Progetto “Smarrimenti”


«Noi siamo quelli che siamo per via di ciò che impariamo e di ciò che ricordiamo»

(Eric Kandel)

Ci rendiamo conto dell’importanza della memoria, come forza coesiva dell’individualità e del senso di sé, proprio quando questa subisce un deterioramento catastrofico e debilitante, che porta alla perdita di identità: ciò avviene nelle Demenze, e in particolare in quelle di tipo degenerativo, la più frequente delle quali è la Demenza di Alzheimer.

Il progetto “Smarrimenti” si basa su di una doppia prospettiva ideale per affrontare il problema dello “ smarrimento del soggetto”: una di matrice squisitamente culturale, l’altra di tipo scientifico-terapeutica.
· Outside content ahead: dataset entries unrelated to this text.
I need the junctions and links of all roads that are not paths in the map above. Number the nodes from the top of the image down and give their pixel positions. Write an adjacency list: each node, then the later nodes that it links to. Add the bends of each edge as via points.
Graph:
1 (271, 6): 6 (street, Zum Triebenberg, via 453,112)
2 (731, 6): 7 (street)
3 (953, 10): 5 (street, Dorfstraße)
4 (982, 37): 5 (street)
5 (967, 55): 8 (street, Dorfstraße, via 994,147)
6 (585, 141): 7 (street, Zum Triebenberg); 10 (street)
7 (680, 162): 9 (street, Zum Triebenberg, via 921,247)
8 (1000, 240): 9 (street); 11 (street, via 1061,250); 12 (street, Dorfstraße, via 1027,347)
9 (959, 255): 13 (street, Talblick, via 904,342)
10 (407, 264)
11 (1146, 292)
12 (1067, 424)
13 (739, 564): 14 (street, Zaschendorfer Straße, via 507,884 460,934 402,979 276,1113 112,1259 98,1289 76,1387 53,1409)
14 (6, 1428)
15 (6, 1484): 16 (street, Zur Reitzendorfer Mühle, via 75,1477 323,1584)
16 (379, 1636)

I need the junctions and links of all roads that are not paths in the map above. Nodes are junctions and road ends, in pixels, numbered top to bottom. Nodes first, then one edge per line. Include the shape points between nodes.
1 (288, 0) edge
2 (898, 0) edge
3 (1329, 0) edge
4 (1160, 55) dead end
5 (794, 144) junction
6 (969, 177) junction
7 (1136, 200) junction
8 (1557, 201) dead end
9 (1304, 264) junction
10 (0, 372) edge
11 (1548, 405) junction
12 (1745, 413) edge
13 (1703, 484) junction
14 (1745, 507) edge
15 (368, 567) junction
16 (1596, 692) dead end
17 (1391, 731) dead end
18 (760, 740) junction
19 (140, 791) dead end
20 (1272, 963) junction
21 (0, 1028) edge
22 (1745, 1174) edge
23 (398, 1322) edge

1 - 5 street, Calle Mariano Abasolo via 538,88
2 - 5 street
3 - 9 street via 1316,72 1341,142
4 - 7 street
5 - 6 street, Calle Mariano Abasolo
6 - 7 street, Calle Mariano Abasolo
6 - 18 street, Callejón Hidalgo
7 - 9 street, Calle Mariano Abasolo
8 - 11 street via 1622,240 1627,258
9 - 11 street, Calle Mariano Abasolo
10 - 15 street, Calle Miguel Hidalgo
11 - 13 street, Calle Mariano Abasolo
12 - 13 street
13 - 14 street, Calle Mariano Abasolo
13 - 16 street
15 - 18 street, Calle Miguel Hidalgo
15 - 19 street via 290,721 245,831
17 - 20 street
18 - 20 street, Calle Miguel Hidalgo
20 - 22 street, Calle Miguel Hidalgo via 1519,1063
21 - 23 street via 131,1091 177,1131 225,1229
LA Ugo27 è partita dal presupposto che la promozione del nostro patrimonio artistico nazionale e di abitudini culturali in genere aiuta le persone che fruiscono di tale “ricchezza” , migliorano la qualità della vita nonché agevolano la libera espressione della intelligenza creativa.

La partecipazione ad attività artistico-culturali, contribuisce alla partecipazione ed integrazione nella comunità, fornendo incentivi e motivazioni che aiutano a scoprire il potenziale creativo e la inclusione negli spazi culturali, determinando una implementazione di valori inclusivi, condivisi da tutta la società, favorendo in tal modo la creazione di un modello di vera e propria “cultura inclusiva” .

L’altro grande obbiettivo del progetto è la interazione tra il patrimonio culturale marchigiano e le persone affette da disabilità mentale, in particolari i pazienti colpiti dal “Morbo di Alzheimer”.

A tal fine si intende gettare un ponte tra la cultura ed il soggetto debole, in cui l’Io è meno integro, fornendo a questi l’opportunità di ri-attivare modalità di funzionamento cognitivo più valide ed incisive o di creare dei nuovi sentieri verso la costruzione di nuove possibilità creative, laddove non esistevano in precedenza, come nel caso di persone affette da demenze.

Per promuovere l’interazione e la comunicazione dei soggetti “deboli” con la realtà sociale , si è pensato di utilizzare il ” contenitore” MUSEO quale luogo di svolgimento del progetto, inteso come “contenitore di emozioni“, utilizzando in tal modo l’opera d’arte come paradigma della esperienza umana e dei diversi modi di sentire e di pensare il tempo e lo spazio nel corso dei secoli.

•La prima fase del progetto si svolge a stretto contatto con le istituzioni sanitarie che hanno in cura i pazienti affetti da morbo di Alzheimer ed i familiari degli stessi, i c.d. Caregivers.

•La seconda fase si svolge attraverso l’accompagnamento del gruppo attraverso il museo e la visita allo stesso, ed al fine di creare un atmosfera ludico-empatica con il luogo, al gruppo verrà spiegato il valore artistico , evocativo e di “raccoglitore di memorie emotive “ del museo e delle opere d’arte ivi contenute.

•La terza fase del progetto si svolge presso le residenze sanitarie ove sono domiciliati i pazienti e consiste in “laboratori della parola” effettuati in gruppo e della dura di 45 minuti ciascuno: una volta creata la linea di discussione si esplorerà l’esperienza del contatto con l’opera d’arte rispetto alle proprie esperienze personali ed alle proprie reminiscenze individuali o semplicemente registrando reazioni puramente pulsionali del soggetto.